Warning: Only the fullsync replication mode is currently supported.

HAST Configuration

HAST requires GEOM_GATE support in order to function. The GENERIC kernel does not include GEOM_GATE by default, however the geom_gate.ko loadable module is available in the default FreeBSD installation. For stripped-down systems, make sure this module is available. Alternatively, it is possible to build GEOM_GATE support into the kernel statically, by adding this line to the custom kernel configuration file:

options GEOM_GATE

The HAST framework consists of several parts from the operating system's point of view:

the hastd(8) daemon responsible for the data synchronization,
the hastctl(8) userland management utility,
the hast.conf(5) configuration file.

The following example describes how to configure two nodes in master-slave / primary-secondary operation using HAST to replicate the data between the two. The nodes will be called hasta with an IP address 172.16.0.1 and hastb with an IP address 172.16.0.2. Both of these nodes will have a dedicated hard drive /dev/ad6 of the same size for HAST operation. The HAST pool (sometimes also referred to as a resource, i.e., the GEOM provider in /dev/hast/) will be called test.
Configuration of HAST is done in the /etc/hast.conf file. This file should be the same on both nodes. The simplest configuration possible is:

resource test {
 on hasta {
  local /dev/ad6
  remote 172.16.0.2
 }
 on hastb {
  local /dev/ad6
  remote 172.16.0.1
 }
}

For more advanced configuration, please consult the hast.conf(5) manual page.

Tip: It is also possible to use host names in the remote statements. In such a case, make sure that these hosts are resolvable, e.g., they are defined in the /etc/hosts file, or alternatively in the local DNS.

Now that the configuration exists on both nodes, the HAST pool can be created. Run these commands on both nodes to place the initial metadata onto the local disk, and start the hastd(8) daemon:

# hastctl create test
# /etc/rc.d/hastd onestart

Note: It is not possible to use GEOM providers with an existing file system (i.e., convert an existing storage to HAST-managed pool), because this procedure needs to store some metadata onto the provider and there will not be enough required space available.
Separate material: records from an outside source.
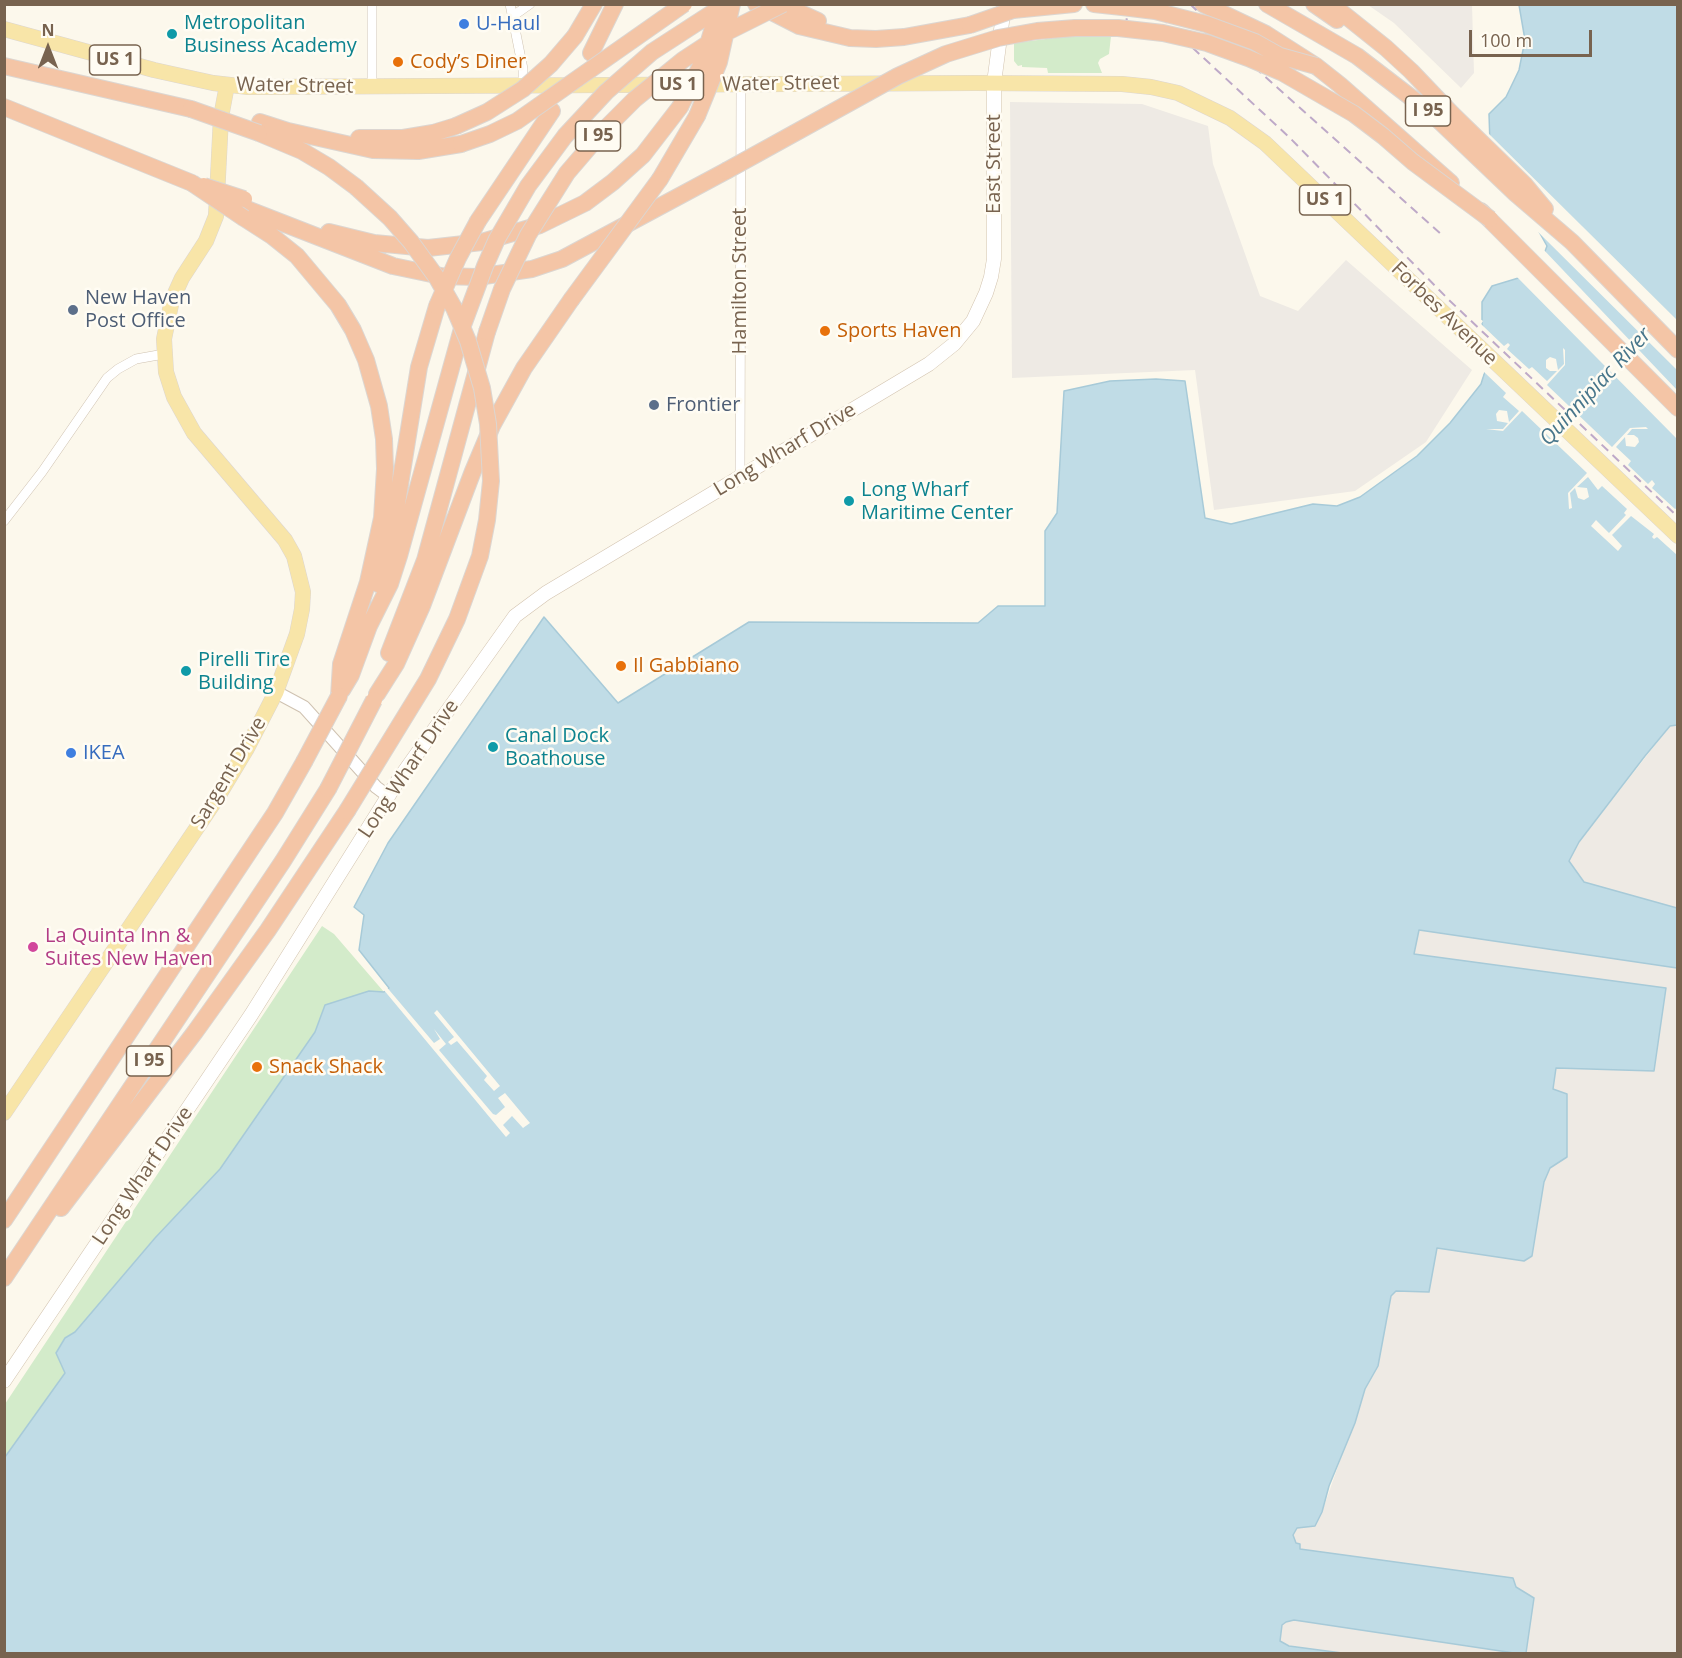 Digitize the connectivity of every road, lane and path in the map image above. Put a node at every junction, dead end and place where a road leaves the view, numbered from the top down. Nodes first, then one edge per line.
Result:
1 (372, 4) edge
2 (510, 4) edge
3 (530, 4) edge
4 (594, 4) edge
5 (615, 4) edge
6 (684, 4) edge
7 (720, 4) edge
8 (726, 4) edge
9 (732, 4) edge
10 (756, 4) edge
11 (782, 4) edge
12 (1074, 4) edge
13 (1094, 4) edge
14 (1203, 4) edge
15 (1267, 4) edge
16 (1314, 4) edge
17 (1331, 4) edge
18 (1009, 7) edge
19 (513, 16) junction
20 (970, 21) junction
21 (4, 29) edge
22 (4, 66) edge
23 (1316, 66) junction
24 (994, 83) junction
25 (741, 85) junction
26 (226, 86) junction
27 (523, 86) junction
28 (372, 87) junction
29 (1202, 103) joint
30 (4, 107) edge
31 (1452, 114) junction
32 (260, 128) junction
33 (244, 208) junction
34 (1491, 219) junction
35 (1572, 242) junction
36 (973, 321) joint
37 (1677, 350) edge
38 (164, 354) junction
39 (1677, 408) edge
40 (740, 477) junction
41 (4, 520) edge
42 (1677, 536) edge
43 (369, 626) junction
44 (346, 669) junction
45 (276, 692) junction
46 (376, 697) junction
47 (388, 796) junction
48 (4, 1113) edge
49 (4, 1220) edge
50 (16, 1262) junction
51 (4, 1278) edge
52 (4, 1381) edge

1 - 28 street
2 - 19 street
3 - 19 street
4 - 32 highway, bridge
5 - 43 highway, bridge
6 - 32 highway, bridge
7 - 33 highway, bridge
8 - 43 highway, I 95, bridge
9 - 46 highway, bridge
10 - 20 highway
11 - 20 highway
11 - 46 highway, I 95, bridge
12 - 18 highway
13 - 23 highway, bridge
14 - 23 highway, I 95, bridge
15 - 35 highway, I 95
16 - 31 highway
17 - 31 highway
18 - 20 highway, bridge
18 - 24 main road, East Street
19 - 27 street
21 - 26 main road, Water Street / US 1
22 - 32 highway, bridge
23 - 34 highway, I 95, bridge
24 - 25 main road, Water Street / US 1
24 - 29 main road, Water Street / US 1
24 - 36 main road, East Street
25 - 27 main road, Water Street / US 1
25 - 40 street, Hamilton Street
26 - 28 main road, Water Street / US 1
26 - 38 main road, Sargent Drive
27 - 28 main road, Water Street / US 1
29 - 42 main road, Forbes Avenue / US 1
30 - 33 highway, bridge
31 - 35 highway
32 - 50 highway, bridge
33 - 34 highway, bridge
33 - 44 highway
34 - 39 highway, I 95
35 - 37 highway, I 95
36 - 40 main road, Long Wharf Drive
38 - 41 street
38 - 45 main road, Sargent Drive
40 - 47 main road, Long Wharf Drive
43 - 44 highway, I 95
44 - 49 highway, I 95, bridge
45 - 47 street
45 - 48 main road, Sargent Drive
46 - 50 highway, I 95, bridge
47 - 52 main road, Long Wharf Drive
50 - 51 highway, I 95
A HAST node's role (primary or secondary) is selected by an administrator or other software like Heartbeat using the hastctl(8) utility. Move to the primary node (hasta) and issue this command:

# hastctl role primary test

Similarly, run this command on the secondary node (hastb):

# hastctl role secondary test

Caution: When the nodes are unable to communicate with each other, and both are configured as primary nodes, the condition is called split-brain. To troubleshoot this situation, follow the steps described in Section 19.18.5.2.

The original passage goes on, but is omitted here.